The study, published recently in the journal Human Resource Management, used data from Australia's Workplace Gender Equality Agency, but researchers said the results could relate to New Zealand.
It found women's representation needs to exceed two board positions, or 20 per cent of the board, to be effective in increasing gender equity in roles across the company as a whole.
The results of the study could help inform any group that wanted fair distribution of roles across an organisation, report co-author Helen Roberts, of the University of Otago accountancy and finance department, said.
"The findings are particularly relevant to board nomination committees, board chairman, CEOs and organisational leaders who seek work environments that do not exhibit gender segregation," Roberts said.
Appointing more female directors had broader effects on workplace gender equity, she said.
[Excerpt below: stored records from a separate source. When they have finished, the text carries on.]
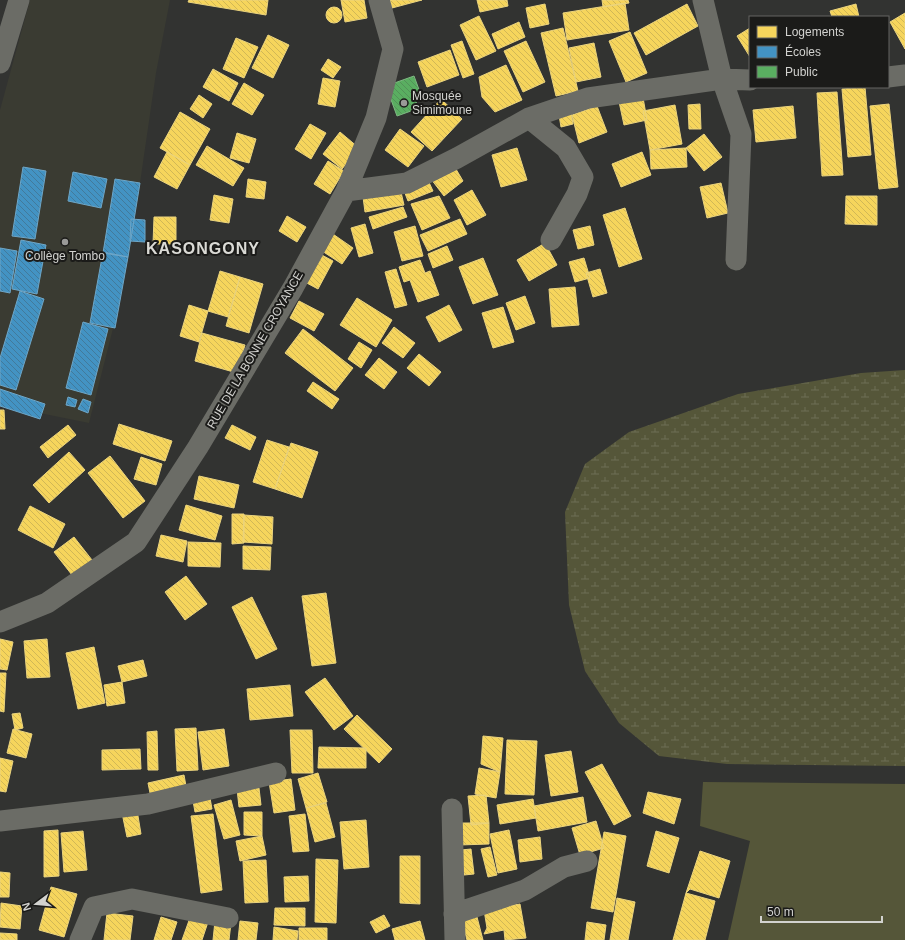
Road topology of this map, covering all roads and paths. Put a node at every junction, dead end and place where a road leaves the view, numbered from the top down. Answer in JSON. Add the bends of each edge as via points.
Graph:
{"nodes":[{"id":1,"x":19,"y":0,"type":"edge"},
{"id":2,"x":379,"y":0,"type":"edge"},
{"id":3,"x":703,"y":0,"type":"edge"},
{"id":4,"x":0,"y":63,"type":"edge"},
{"id":5,"x":905,"y":75,"type":"edge"},
{"id":6,"x":889,"y":77,"type":"edge"},
{"id":7,"x":722,"y":79,"type":"junction"},
{"id":8,"x":749,"y":80,"type":"edge"},
{"id":9,"x":529,"y":118,"type":"junction"},
{"id":10,"x":346,"y":191,"type":"junction"},
{"id":11,"x":551,"y":240,"type":"dead end"},
{"id":12,"x":736,"y":260,"type":"dead end"},
{"id":13,"x":0,"y":622,"type":"edge"},
{"id":14,"x":276,"y":773,"type":"dead end"},
{"id":15,"x":452,"y":809,"type":"dead end"},
{"id":16,"x":0,"y":821,"type":"edge"},
{"id":17,"x":587,"y":860,"type":"dead end"},
{"id":18,"x":454,"y":914,"type":"junction"},
{"id":19,"x":228,"y":918,"type":"dead end"},
{"id":20,"x":80,"y":940,"type":"edge"},
{"id":21,"x":455,"y":940,"type":"edge"}],
"edges":[{"from":1,"to":4,"type":"street"},
{"from":2,"to":10,"type":"street","name":"RUE DE LA BONNE CROYANCE","via":[[393,49],[376,118]]},
{"from":3,"to":7,"type":"street"},
{"from":5,"to":6,"type":"street"},
{"from":7,"to":8,"type":"street"},
{"from":7,"to":9,"type":"street","via":[[588,98]]},
{"from":7,"to":12,"type":"street","via":[[741,134]]},
{"from":9,"to":10,"type":"street","via":[[407,183]]},
{"from":9,"to":11,"type":"street","via":[[566,148],[583,177],[577,194]]},
{"from":10,"to":13,"type":"street","name":"RUE DE LA BONNE CROYANCE","via":[[293,288],[206,434],[136,542],[47,603]]},
{"from":14,"to":16,"type":"street","via":[[148,804]]},
{"from":15,"to":18,"type":"street"},
{"from":17,"to":18,"type":"street","via":[[564,867],[524,890]]},
{"from":18,"to":21,"type":"street"},
{"from":19,"to":20,"type":"street","via":[[132,899],[94,907]]}]}
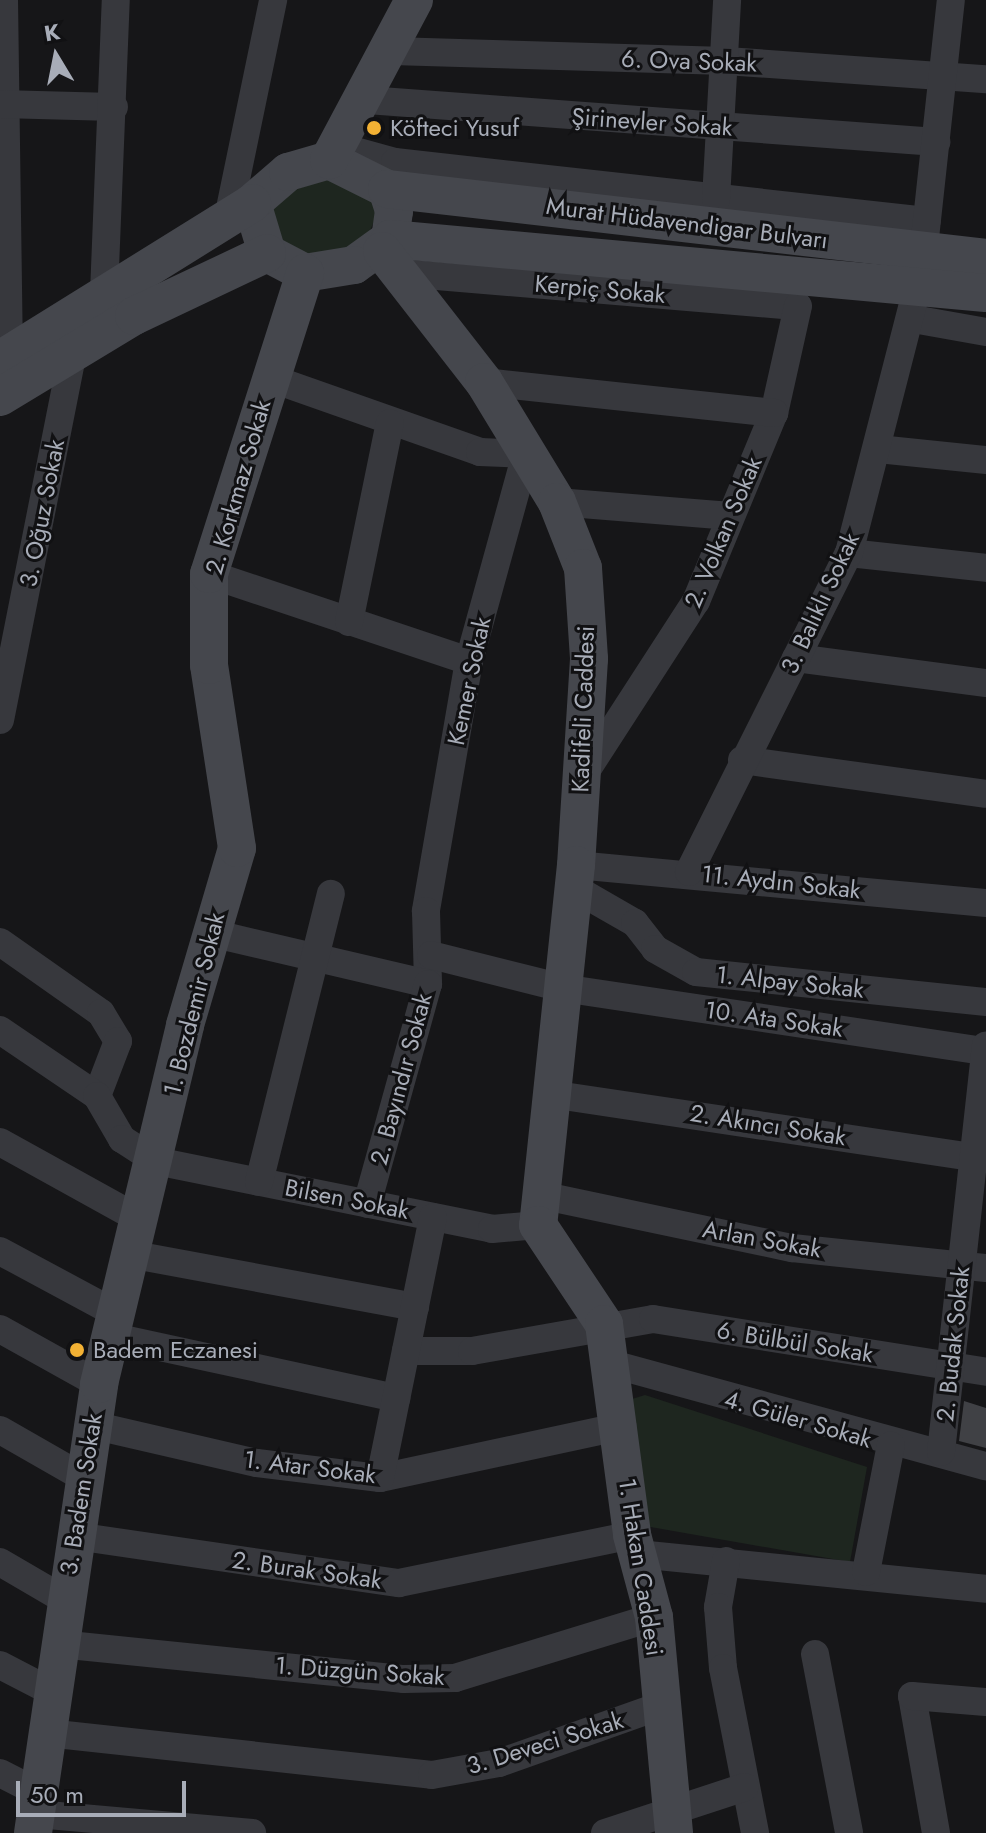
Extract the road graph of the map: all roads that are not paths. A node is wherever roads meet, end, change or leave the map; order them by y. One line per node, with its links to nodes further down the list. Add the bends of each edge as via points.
1 (4, 0): 12 (street)
2 (116, 0): 13 (street)
3 (273, 0): 20 (street)
4 (414, 0): 7 (street)
5 (727, 0): 8 (street)
6 (951, 0): 9 (street, 3. Balıklı Sokak)
7 (392, 51): 8 (street, 6. Ova Sokak); 11 (street)
8 (726, 61): 9 (street, 6. Ova Sokak); 14 (street)
9 (945, 75): 10 (street, 6. Ova Sokak); 15 (street, 3. Balıklı Sokak)
10 (986, 79)
11 (367, 100): 14 (street, Şirinevler Sokak); 16 (street)
12 (4, 104): 13 (street); 18 (street)
13 (114, 107): 26 (street)
14 (723, 127): 15 (street, Şirinevler Sokak); 19 (street)
15 (936, 142): 24 (street, 3. Balıklı Sokak)
16 (333, 153): 17 (street); 19 (street); 20 (street, via 288,172)
17 (387, 189): 22 (street, via 394,211); 24 (street, Murat Hüdavendigar Bulvarı)
18 (5, 198): 31 (street)
19 (716, 199): 24 (street)
20 (240, 210): 21 (street); 26 (street)
21 (267, 253): 25 (street); 30 (street)
22 (391, 254): 24 (street, Murat Hüdavendigar Bulvarı); 25 (street); 28 (street, Kerpiç Sokak); 33 (street, Kadifeli Caddesi)
23 (986, 258): 24 (street, Murat Hüdavendigar Bulvarı)
24 (920, 270): 27 (street, Murat Hüdavendigar Bulvarı); 29 (street); 37 (street, 3. Balıklı Sokak)
25 (305, 273): 32 (street, 2. Korkmaz Sokak)
26 (104, 293): 31 (street)
27 (986, 293)
28 (798, 306): 35 (street, 2. Volkan Sokak)
29 (986, 332)
30 (73, 353): 34 (street); 49 (street, 3. Oğuz Sokak)
31 (4, 358)
32 (270, 378): 36 (street); 44 (street, 2. Korkmaz Sokak)
33 (484, 382): 35 (street); 38 (street, Kadifeli Caddesi)
34 (0, 397)
35 (774, 413): 41 (street, 2. Volkan Sokak)
36 (390, 423): 38 (street, via 480,452); 45 (street)
37 (878, 449): 39 (street); 42 (street, 3. Balıklı Sokak)
38 (526, 454): 40 (street, Kadifeli Caddesi); 47 (street, Kemer Sokak)
39 (986, 460)
40 (557, 502): 41 (street); 51 (street, Kadifeli Caddesi, via 583,568 589,659)
41 (730, 516): 51 (street, 2. Volkan Sokak, via 696,601)
42 (849, 553): 43 (street); 46 (street, 3. Balıklı Sokak)
43 (986, 568)
44 (209, 574): 45 (street); 53 (street, 2. Korkmaz Sokak, via 209,665)
45 (349, 622): 47 (street)
46 (796, 658): 48 (street); 50 (street, 3. Balıklı Sokak)
47 (469, 661): 60 (street, Kemer Sokak, via 426,911)
48 (986, 683)
49 (0, 720)
50 (742, 760): 52 (street); 54 (street, 3. Balıklı Sokak)
51 (581, 780): 55 (street, Kadifeli Caddesi)
52 (986, 794)
53 (237, 848): 58 (street, 1. Bozdemir Sokak)
54 (689, 872): 55 (street, 11. Aydın Sokak); 57 (street, 11. Aydın Sokak)
55 (575, 877): 63 (street, Kadifeli Caddesi); 64 (street, 1. Alpay Sokak, via 635,923 655,949 696,972)
56 (331, 894): 61 (street)
57 (986, 903)
58 (211, 933): 61 (street, 2. Bayındır Sokak); 71 (street, 1. Bozdemir Sokak)
59 (0, 942): 68 (street, via 101,1013 118,1041)
60 (431, 955): 62 (street, Kemer Sokak); 63 (street, 10. Ata Sokak)
61 (319, 958): 62 (street, 2. Bayındır Sokak); 72 (street)
62 (428, 984): 73 (street, 2. Bayındır Sokak)
63 (562, 988): 66 (street, 10. Ata Sokak); 67 (street, Kadifeli Caddesi)
64 (986, 1002)
65 (0, 1030): 68 (street)
66 (986, 1049): 70 (street, 2. Budak Sokak)
67 (550, 1094): 70 (street, 2. Akıncı Sokak); 74 (street, Kadifeli Caddesi)
68 (97, 1096): 71 (street, via 122,1139)
69 (0, 1142): 76 (street)
70 (980, 1158): 78 (street, 2. Budak Sokak)
71 (156, 1161): 72 (street, Bilsen Sokak); 76 (street, 3. Badem Sokak)
72 (259, 1182): 73 (street, Bilsen Sokak)
73 (367, 1204): 75 (street, Bilsen Sokak)
74 (539, 1210): 75 (street, Bilsen Sokak, via 492,1229); 78 (street, Arlan Sokak, via 792,1248); 81 (street, 1. Hakan Caddesi)
75 (433, 1217): 79 (street)
76 (134, 1236): 79 (street); 80 (street, 3. Badem Sokak)
77 (0, 1251): 80 (street)
78 (974, 1265): 85 (street, 2. Budak Sokak)
79 (415, 1307): 83 (street)
80 (112, 1324): 87 (street, 3. Badem Sokak); 88 (street)
81 (604, 1324): 83 (street, 6. Bülbül Sokak, via 472,1351); 84 (street, 1. Hakan Caddesi); 85 (street, 6. Bülbül Sokak, via 653,1319)
82 (0, 1329): 87 (street)
83 (406, 1351): 88 (street)
84 (612, 1364): 90 (street, 1. Hakan Caddesi); 92 (street, 4. Güler Sokak)
85 (951, 1367): 86 (street, 6. Bülbül Sokak); 93 (street, 2. Budak Sokak)
86 (986, 1372)
87 (99, 1384): 89 (street, 3. Badem Sokak)
88 (396, 1398): 96 (street)
89 (92, 1425): 95 (street, 3. Badem Sokak); 96 (street, 1. Atar Sokak, via 257,1463)
90 (622, 1426): 96 (street, 1. Atar Sokak); 98 (street, 1. Hakan Caddesi)
91 (0, 1430): 95 (street)
92 (891, 1445): 93 (street, 4. Güler Sokak); 101 (street)
93 (941, 1452): 94 (street, 4. Güler Sokak)
94 (986, 1466)
95 (84, 1478): 97 (street, 3. Badem Sokak)
96 (380, 1478)
97 (75, 1536): 98 (street, 2. Burak Sokak, via 399,1583); 103 (street, 3. Badem Sokak)
98 (635, 1545): 99 (street, 2. Burak Sokak); 104 (street, 1. Hakan Caddesi)
99 (726, 1561): 101 (street, 2. Burak Sokak); 113 (street, via 718,1607 721,1653)
100 (0, 1562): 103 (street)
101 (866, 1572): 102 (street, 2. Burak Sokak)
102 (986, 1589)
103 (65, 1600): 105 (street, 3. Badem Sokak)
104 (654, 1617): 105 (street, 1. Düzgün Sokak, via 455,1678 404,1679); 110 (street, 1. Hakan Caddesi)
105 (59, 1644): 108 (street, 3. Badem Sokak)
106 (815, 1654): 119 (street)
107 (0, 1665): 108 (street)
108 (52, 1692): 111 (street, 3. Badem Sokak)
109 (986, 1702): 120 (street, via 912,1696)
110 (660, 1706): 111 (street, 3. Deveci Sokak, via 499,1763 432,1775); 115 (street, 1. Hakan Caddesi)
111 (47, 1733): 114 (street, 3. Badem Sokak)
112 (0, 1773): 114 (street)
113 (745, 1787): 115 (street); 118 (street)
114 (36, 1813): 116 (street)
115 (672, 1820): 117 (street)
116 (252, 1833)
117 (605, 1833)
118 (755, 1833)
119 (849, 1833)
120 (936, 1833)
There had been a good level of work to increase women's representation on boards, but some industries were still lagging behind, Twemlow said.
She believed the technology sector had been "early to the party" to recognise the importance of gender representation.
But some sectors were "still struggling to open the doors and have that diversity reach".
"I do think they know it is important but they perhaps do not know how to go about it in a way that doesn't appear to be a token gesture," she said.
Female directors often came up against token offers.
"You'll get a call and they will say, 'I do not have enough women or don't have any women, are you available?'
"That is not something we want to hear because you aren't being recognised for the strength you're bringing," Twemlow said.
She challenged sectors struggling to foster diversity to surround themselves with diverse organisations and people.